I used to not get the appeal of F1. According to my dad, it’s because if you miss the start of the race, it just looks like a bunch of weird cars driving around in circles. In the years since I think the motorsport has grown on me- from the stories of plucky drivers overcoming the odds to the thrill of machines far too advanced to be street legal duking it out.
EA Sports F1 2023 does a good job of emphasizing both these facts- being a must-play for any fans of the racing event. We got to try out the game’s Braking Point campaign- as well as run some laps of our own, and it’s enough to make a man almost want to devote himself to racing games.
The Start Of Your Own Racing Journey
I’ve always found campaigns in sports games kind of funny. Not because they’re bad, but just the idea that they largely hit the same hero’s journey beats as your standard JRPG, but this time instead of defeating some Demon Lord you’re hitting the track and hoping to be the racing Hokage.
I think the new Braking Point campaign’s a lot of fun for that reason- there’s so much more to the story than just the race, since the story is being relayed to you in a fairly realistic way. From news headlines to events like being called up by your team manager, it’s a great way to imagine you were living the life of an F1 driver.
It’s even got that Naruto-Sasuke flair for it, since the previous Braking Point’s top rivals have now found themselves on the same team alongside the introduction of a new character, lady racer Callie Mayer.
Better yet there’s also off-track decisions you can make, too. It’s a pretty holistic view of the F1 life, all things considered- there’s so much more than just snatching first, and I’m glad Braking Point continues to offer that experience. Getting to see the fallout of the events of the story via social media posts is a great touch, especially since that’s where most of the action seems to be nowadays anyways.
It’s all built around maintaining two stats- your Performance and your Reputation. Admittedly since we only got to play the start we don’t get to see how far the decision-making rabbit hole goes- but I’m almost excited to see how much I can get away with if I make my team a community darling with all the technology of a Tamagotchi.
Kick In The Asphalt
Story aside, the real thrill of F1 2023 is in how good it feels to actually burn rubber. The biggest problem with a lot of racing games is trying to hit that sweet spot when it comes to handling. On one hand, having a car wildly skid around is a lot of fun, but no F1 car moves around that much without being uploaded as a video marked “Tragedy at the circuit today”. On the other hand, having it be too grounded isn’t much fun either- the idea is to let the player feel like they could go out of control if they wanted, but minimize the possibility of it happening by accident.
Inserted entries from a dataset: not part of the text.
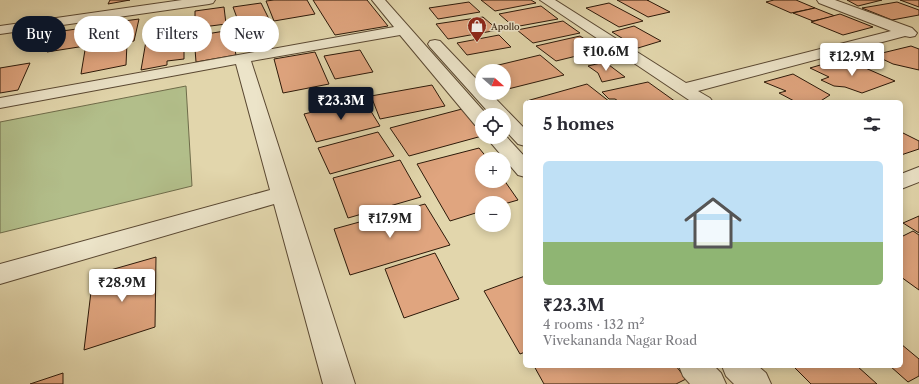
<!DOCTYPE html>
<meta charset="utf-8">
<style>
:root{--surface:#fff;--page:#f2f2f3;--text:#2b2b33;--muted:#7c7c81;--accent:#111827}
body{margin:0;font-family:"Libre Caslon Text",serif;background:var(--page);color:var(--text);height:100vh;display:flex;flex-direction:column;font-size:15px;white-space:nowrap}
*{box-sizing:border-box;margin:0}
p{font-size:13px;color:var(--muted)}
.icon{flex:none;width:22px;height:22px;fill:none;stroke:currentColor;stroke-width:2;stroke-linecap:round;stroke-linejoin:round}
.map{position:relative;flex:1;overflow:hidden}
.sheet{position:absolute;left:523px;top:100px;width:380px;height:268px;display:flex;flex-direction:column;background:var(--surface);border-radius:6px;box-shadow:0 2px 10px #0003}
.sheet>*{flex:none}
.hud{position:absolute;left:12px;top:16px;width:380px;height:36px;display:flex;gap:8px}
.needle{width:26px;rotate:111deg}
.buttons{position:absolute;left:475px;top:64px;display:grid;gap:8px}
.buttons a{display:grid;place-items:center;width:36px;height:36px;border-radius:50%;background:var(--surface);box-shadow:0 2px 10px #0003;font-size:20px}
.price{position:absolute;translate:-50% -34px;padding:0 9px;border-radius:4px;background:#fff;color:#222;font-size:13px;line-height:26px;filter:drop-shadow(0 1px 2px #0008)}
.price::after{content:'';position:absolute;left:50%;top:24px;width:12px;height:9px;margin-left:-6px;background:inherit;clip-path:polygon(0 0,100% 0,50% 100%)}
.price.current{background:var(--accent);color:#fff}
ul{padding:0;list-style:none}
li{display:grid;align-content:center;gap:8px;height:212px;padding:0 20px}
li span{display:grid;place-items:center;height:124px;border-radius:6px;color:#555}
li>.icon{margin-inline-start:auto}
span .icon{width:72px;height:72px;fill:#fffc;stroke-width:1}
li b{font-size:17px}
h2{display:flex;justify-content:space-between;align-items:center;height:48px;padding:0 20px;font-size:17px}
.pill{padding:0 14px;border-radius:18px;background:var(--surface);box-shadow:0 2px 10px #0003;font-size:14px;line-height:36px}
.pill.current{background:var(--accent);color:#fff}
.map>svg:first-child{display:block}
.green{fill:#b2be8a;stroke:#6f6c4a}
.building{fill:#e0a57f;stroke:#2c1909}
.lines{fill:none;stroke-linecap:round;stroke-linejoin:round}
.minor-casing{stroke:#5a4832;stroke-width:2}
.minor{fill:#ece4c9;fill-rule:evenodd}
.labels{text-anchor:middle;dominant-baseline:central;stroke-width:3;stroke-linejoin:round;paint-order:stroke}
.far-poi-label{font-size:9px;fill:#2c1909;stroke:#ece4c9;text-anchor:start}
</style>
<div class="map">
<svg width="919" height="384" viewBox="0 0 919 384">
<rect width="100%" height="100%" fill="#e2d6ac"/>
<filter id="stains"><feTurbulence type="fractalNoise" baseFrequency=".005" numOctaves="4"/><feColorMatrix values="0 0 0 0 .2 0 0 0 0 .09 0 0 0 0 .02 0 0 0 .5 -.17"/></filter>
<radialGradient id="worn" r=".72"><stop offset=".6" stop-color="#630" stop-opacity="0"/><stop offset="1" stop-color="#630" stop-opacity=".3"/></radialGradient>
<!-- green -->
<path class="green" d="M 186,86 L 192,186 L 0,233 L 0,122 Z"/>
<!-- building -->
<g class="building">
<path d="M 110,0 L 130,0 L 108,4 Z"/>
<path d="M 274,0 L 307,0 L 315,14 L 274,21 L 266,1 Z"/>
<path d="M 313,0 L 367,0 L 388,26 L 335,35 Z"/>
<path d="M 481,0 L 531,0 L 536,3 L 495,11 Z"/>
<path d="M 617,0 L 649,0 L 647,0 L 670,12 L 648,17 Z"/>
<path d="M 774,0 L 796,0 L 815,8 L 791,13 L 766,2 Z"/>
<path d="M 847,0 L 882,0 L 858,6 Z"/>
<path d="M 900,0 L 919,0 L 919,7 Z"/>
<path d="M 469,2 L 480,12 L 438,19 L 429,8 Z"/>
<path d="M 897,2 L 919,10 L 919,15 L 892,20 L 862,8 Z"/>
<path d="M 261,3 L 270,21 L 240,26 L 233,7 Z"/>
<path d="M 609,3 L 643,21 L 619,27 L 586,8 Z"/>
<path d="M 541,6 L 558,19 L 514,27 L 499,14 Z"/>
<path d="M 224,7 L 226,24 L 195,28 L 195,11 Z"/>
<path d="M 815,8 L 835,16 L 813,21 L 793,13 Z"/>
<path d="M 840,14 L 873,27 L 843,35 L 811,22 Z"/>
<path d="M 483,17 L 498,30 L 448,39 L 436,24 Z"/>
<path d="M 139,19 L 134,41 L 93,47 L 101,24 Z"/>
<path d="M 563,21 L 580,33 L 533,43 L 517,30 Z"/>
<path d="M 634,26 L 661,41 L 638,48 L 612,32 Z"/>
<path d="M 91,27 L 85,46 L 47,52 L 55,32 Z"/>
<path d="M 231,30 L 236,55 L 196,62 L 194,36 Z"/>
<path d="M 499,35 L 511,47 L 467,55 L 457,43 Z"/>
<path d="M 184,36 L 184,59 L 167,61 L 167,65 L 141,70 L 146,41 Z"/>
<path d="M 580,36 L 601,50 L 556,61 L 536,46 Z"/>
<path d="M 127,43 L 126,65 L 81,74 L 85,50 Z"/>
<path d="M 911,46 L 919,49 L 919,70 L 893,64 L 874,55 Z"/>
<path d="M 360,50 L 373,72 L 335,79 L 324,56 Z"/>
<path d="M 315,52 L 329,84 L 283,93 L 274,59 Z"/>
<path d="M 540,55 L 564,75 L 504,90 L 504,71 L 484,71 L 482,69 Z"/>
<path d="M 834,61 L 844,66 L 854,63 L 895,81 L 862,93 L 845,87 L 834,86 L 821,80 L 829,77 L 810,68 Z"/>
<path d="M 605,62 L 625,77 L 602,82 L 598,73 L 588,66 Z"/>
<path d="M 30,63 L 18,90 L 0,93 L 0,68 Z"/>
<path d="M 793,74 L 830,95 L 819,102 L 796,102 L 779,93 L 786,91 L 764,82 Z"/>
<path d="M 648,82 L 676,102 L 620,102 L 615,99 L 609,99 L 602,92 Z"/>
<path d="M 587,84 L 610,102 L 527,101 L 530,100 Z"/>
<path d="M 432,85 L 445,106 L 380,119 L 371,96 Z"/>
<path d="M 364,100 L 380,126 L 316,142 L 304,114 Z"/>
<path d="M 462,109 L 482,133 L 482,136 L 409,156 L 390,128 Z"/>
<path d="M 378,132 L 394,156 L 330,174 L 318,148 Z"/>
<path d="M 901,132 L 919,141 L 919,149 L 901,155 Z"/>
<path d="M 479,148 L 488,159 L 482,159 L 482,181 L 504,180 L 518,200 L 504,204 L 482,203 L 482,211 L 450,221 L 417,164 Z"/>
<path d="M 400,160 L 421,197 L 348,218 L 333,178 Z"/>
<path d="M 425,204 L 450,245 L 350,275 L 334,229 Z"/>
<path d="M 919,216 L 919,233 L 903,223 Z"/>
<path d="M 913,231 L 919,235 L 919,290 L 901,277 L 901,237 Z"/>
<path d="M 435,253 L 459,299 L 404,318 L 385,269 Z"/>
<path d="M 156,257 L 155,327 L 84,350 L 93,275 Z"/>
<path d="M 525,276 L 525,352 L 520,354 L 484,291 Z"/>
<path d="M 901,344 L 919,359 L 919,376 L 908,382 L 890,366 L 901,366 Z"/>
<path d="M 534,366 L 676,366 L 686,379 L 676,384 L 544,384 Z"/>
<path d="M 793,366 L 857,366 L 877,384 L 811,384 Z"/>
<path d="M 63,373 L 63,384 L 30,384 Z"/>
</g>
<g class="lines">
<!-- minor casing -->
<g class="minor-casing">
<g id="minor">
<path d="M 182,0 L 215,0 L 213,3 L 209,4 L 0,34 L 0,26 Z"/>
<path d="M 372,0 L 385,0 L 487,115 L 482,115 L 482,127 L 475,125 L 400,35 L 251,61 L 355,384 L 323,384 L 274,204 L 0,284 L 0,264 L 270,190 L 236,64 L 0,108 L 0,98 L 394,27 Z"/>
<path d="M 540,0 L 555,0 L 686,83 L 891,31 L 819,3 L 817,0 L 835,0 L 912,28 L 917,33 L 915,36 L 910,37 L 905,36 L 698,91 L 710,98 L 713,102 L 692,102 Z"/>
<path d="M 435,40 L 440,41 L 482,85 L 482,93 L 490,93 L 525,129 L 525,146 L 518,144 L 504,129 L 504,115 L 491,115 L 430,47 L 428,44 L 430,41 Z"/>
<path d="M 504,134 L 525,157 L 525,177 L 518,175 L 486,137 L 504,137 Z"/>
<path d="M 919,167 L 919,182 L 901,189 L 901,174 Z"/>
<path d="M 679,366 L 714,366 L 721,373 L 726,384 L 690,384 L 683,376 Z"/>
<path d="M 722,366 L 758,366 L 766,373 L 771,384 L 734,384 L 726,376 Z"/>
</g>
</g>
<!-- minor -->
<use href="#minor" class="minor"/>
</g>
<!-- icons -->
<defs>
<g id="shop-pin" transform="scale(1)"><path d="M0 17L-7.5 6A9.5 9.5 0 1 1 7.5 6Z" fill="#8f2418" stroke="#ece4c9"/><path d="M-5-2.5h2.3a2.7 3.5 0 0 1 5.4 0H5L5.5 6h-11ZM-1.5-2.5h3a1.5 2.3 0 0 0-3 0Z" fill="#fff"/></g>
</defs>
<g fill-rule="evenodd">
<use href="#shop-pin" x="477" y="26"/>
</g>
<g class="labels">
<!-- far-poi labels -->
<g class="far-poi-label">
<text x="491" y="26">Apollo</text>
</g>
</g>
<rect width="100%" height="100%" filter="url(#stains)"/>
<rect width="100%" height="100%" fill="url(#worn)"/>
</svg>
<div class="buttons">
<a><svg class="needle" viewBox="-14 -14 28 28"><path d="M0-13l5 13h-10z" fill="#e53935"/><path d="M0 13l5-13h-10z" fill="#7c7c81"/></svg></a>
<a><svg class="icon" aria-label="locate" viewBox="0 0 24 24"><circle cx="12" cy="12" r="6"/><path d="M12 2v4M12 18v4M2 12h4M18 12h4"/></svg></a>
<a>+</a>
<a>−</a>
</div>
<b class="price" style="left:606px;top:72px">₹10.6M</b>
<b class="price" style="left:852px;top:77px">₹12.9M</b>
<b class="price current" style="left:341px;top:121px">₹23.3M</b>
<b class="price" style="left:390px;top:239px">₹17.9M</b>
<b class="price" style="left:122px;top:303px">₹28.9M</b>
<div class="hud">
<a class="pill current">Buy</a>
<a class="pill">Rent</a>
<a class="pill">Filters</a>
<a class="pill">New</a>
</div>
<section class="sheet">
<h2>5 homes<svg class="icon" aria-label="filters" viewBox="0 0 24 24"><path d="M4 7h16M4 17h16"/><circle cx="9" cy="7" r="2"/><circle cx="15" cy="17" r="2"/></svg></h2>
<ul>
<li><span style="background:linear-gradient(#bfe0f5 65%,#8fb573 0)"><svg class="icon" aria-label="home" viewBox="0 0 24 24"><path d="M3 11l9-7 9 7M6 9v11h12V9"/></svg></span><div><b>₹23.3M</b><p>4 rooms · 132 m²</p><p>Vivekananda Nagar Road</p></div></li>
</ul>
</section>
</div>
To that end F1 2023 does a good job of keeping the cars fun to handle. The controls feel responsive, allowing you to do some pretty tight maneuvers like zipping around corners. That being said you best be keeping your focus at those speeds- the return of ground effects means it’s going to be easy to spin out and cost you precious racing time.
There’s also a fair bit of respect for the strategy of F1 too- Tire Management is still a big deal, just as it is in IRL Formula One. You’ll really start to feel the effects if you think you can push your tires to their limit, but thankfully I wasn’t ballsy enough to see if the game would actually let them explode on me.
What we got to see of the tech side was also great- a lot of the highs of driving in F1 2023 are powered by the game’s Precision Driving technology to actually make it enjoyable on controller. Meanwhile, the visuals themselves are going for that “straight from TV” look, with cars scrambling at the start of the race just like you would in a real one. This was far from the final build- but the game’s clearly on the right track.
There’s also been quite the advancements in keeping the game fun. I’m a big fan of the 35% Race mode, which drastically shortens the actual race time. Look, part of the reason I never got into F1 as a kid was that these races are long- so not having a repeat in my video game is much obliged.
If you’ve longed for the roaring of engines in your living room I can imagine F1 2023 is on your list of games to get this month. Be it a fan of thrilling racing drama or just wanting a damn good racer, the game’s made a pretty good first showing with us.
That being said there’s far more F1 2023 to go. I’m personally excited to see what twists and turns Braking Point will throw at you next, but that’s the kind of thing you’d only find out when the game launches on June 16th, 2023.
Preview access provided by EA, game played on PC.